One (1) Unit Caterpillar Power Plant, D-17000, 8 cyl., camp

16,000.00

P59,000.00

pursuant to the Warrant of Distraint and Levy issued by petitioner on December 6, 1954, to satisfy the said sum of P21,539.26.chanroblesvirtualawlibrarychanrobles virtual law library

On November 28, 1955, respondent corporation requested petitioner, in writing, that the assessment of compensating tax against it be withdrawn or cancelled, and that the distraint and levy upon its property be lifted, on the grounds that (1) it is not liable for said tax; (2) the warrant of distraint and levy is illegal and void; and (3) even assuming, arguendo, that it could be held liable therefore, its collection by distraint and levy is barred by the statute of limitations. On March 27, 1956, petitioner rendered the decision denying said request.chanroblesvirtualawlibrarychanrobles virtual law library

On May 7, 1956, respondent corporation filed with the Court of Tax Appeals, a petition for review. In due time, and after trial, the Court of Tax Appeals rendered a decision which, in part, reads:

The rule is well-established that under this law (Sec. 190 Tax Code), articles purchased from the U.S. Government, or from any of its agencies or instrumentalities in the Philippines, are subject to the corresponding compensating sales tax, or specific tax as the case may be (Go Cheng Tee vs. Meer, 87, Phil. 18; 47 Off. Gaz. 269; Saura import and Export Co., Inc. vs. Meer, 88 Phil., 199; P.M.P. Navigation Co. vs. Meer, 91 Phil., 32; A. Soriano y Cia vs. Collector, 97 Phil., 505; 51 Off. Gaz [9] 4548). However it is alleged on behalf of respondent that the compensation accrues and becomes payable only after the complete transfer of title to the article from the U.S. Government to the purchaser. It is case, it is claimed that title to the articles in question was transferred only when the purchase price was fully paid by petitioner. Hence, it is petitioner which is subject to the tax.chanroblesvirtualawlibrarychanrobles virtual law library

The position taken by the respondent finds no justification in the wording of the law.
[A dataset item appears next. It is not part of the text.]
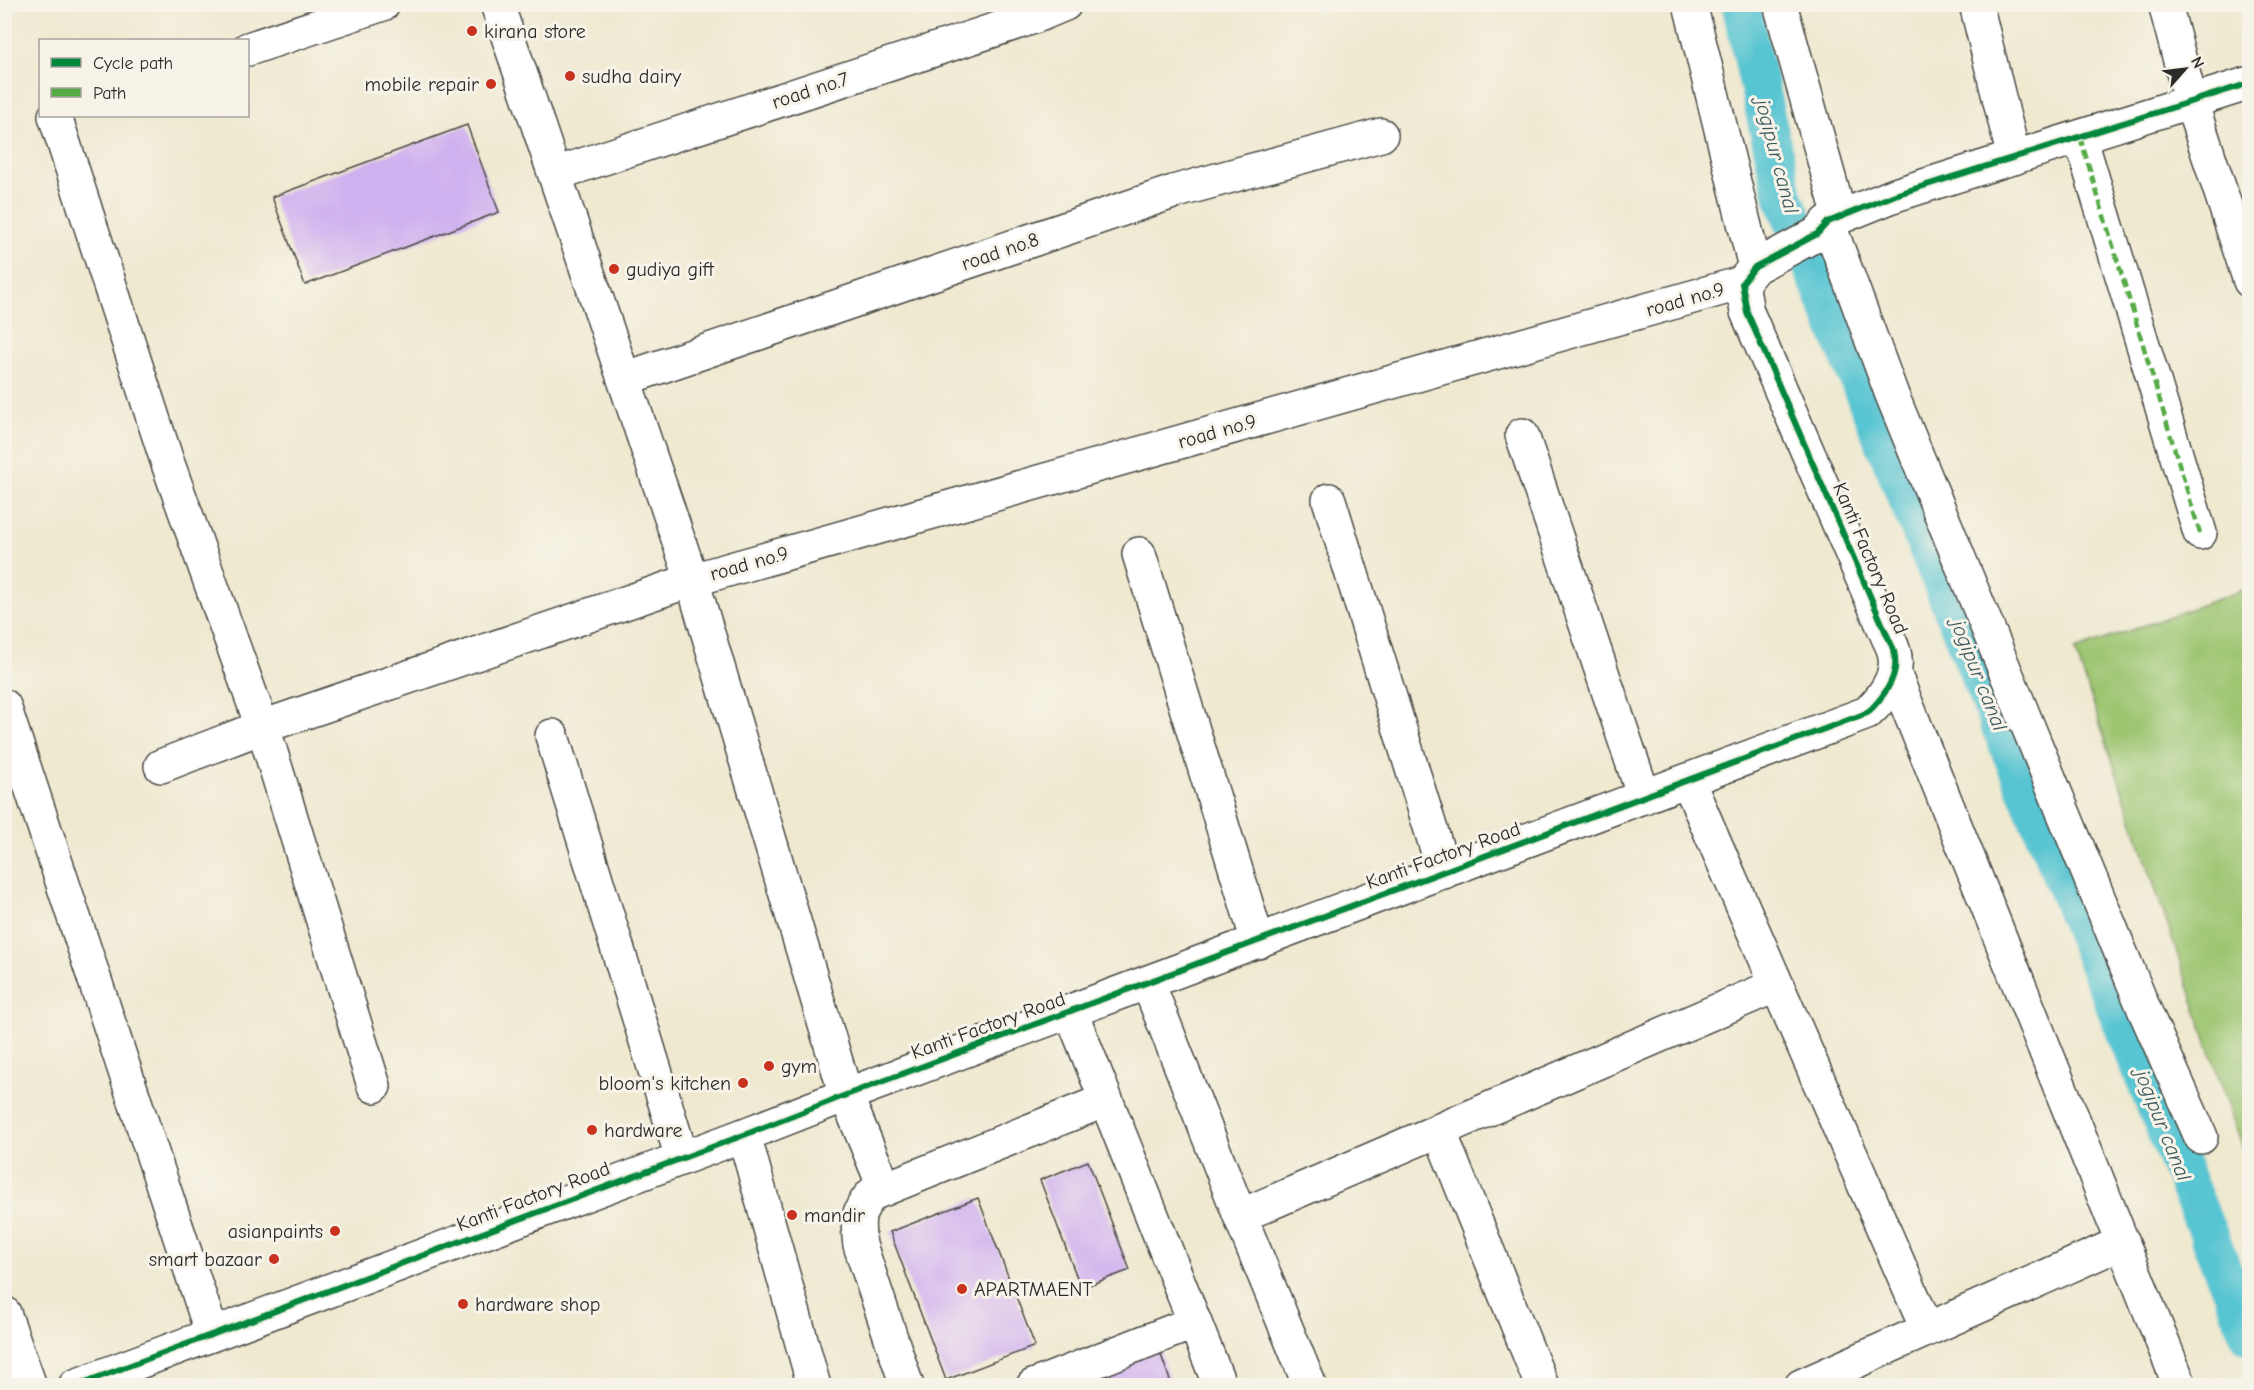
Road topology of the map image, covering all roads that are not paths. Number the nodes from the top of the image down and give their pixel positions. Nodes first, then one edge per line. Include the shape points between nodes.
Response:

The law imposes the compensating tax upon commodities, goods, ware of merchandise, except those specifically excempted, purchased or received from without the Philippines. There is nothing in the law which requires that for the tax to accrue it is essential that absolute title to the property be transferred from the person whom it is purchased or received to the person who purchased or received it. It is enough for a person to be subject the compensating tax that he purchased or received a taxable articles in question from the U.S. Government? Undoubtedly, it was the partnership and not the petitioner. The fact that the purchase price of said articles was not fully paid by the Partnership does not alter the fact that the article were purchased and subsequently received by it. Accodingly, it is the partnership which under the law and the facts of the case is liable for the payment of said tax.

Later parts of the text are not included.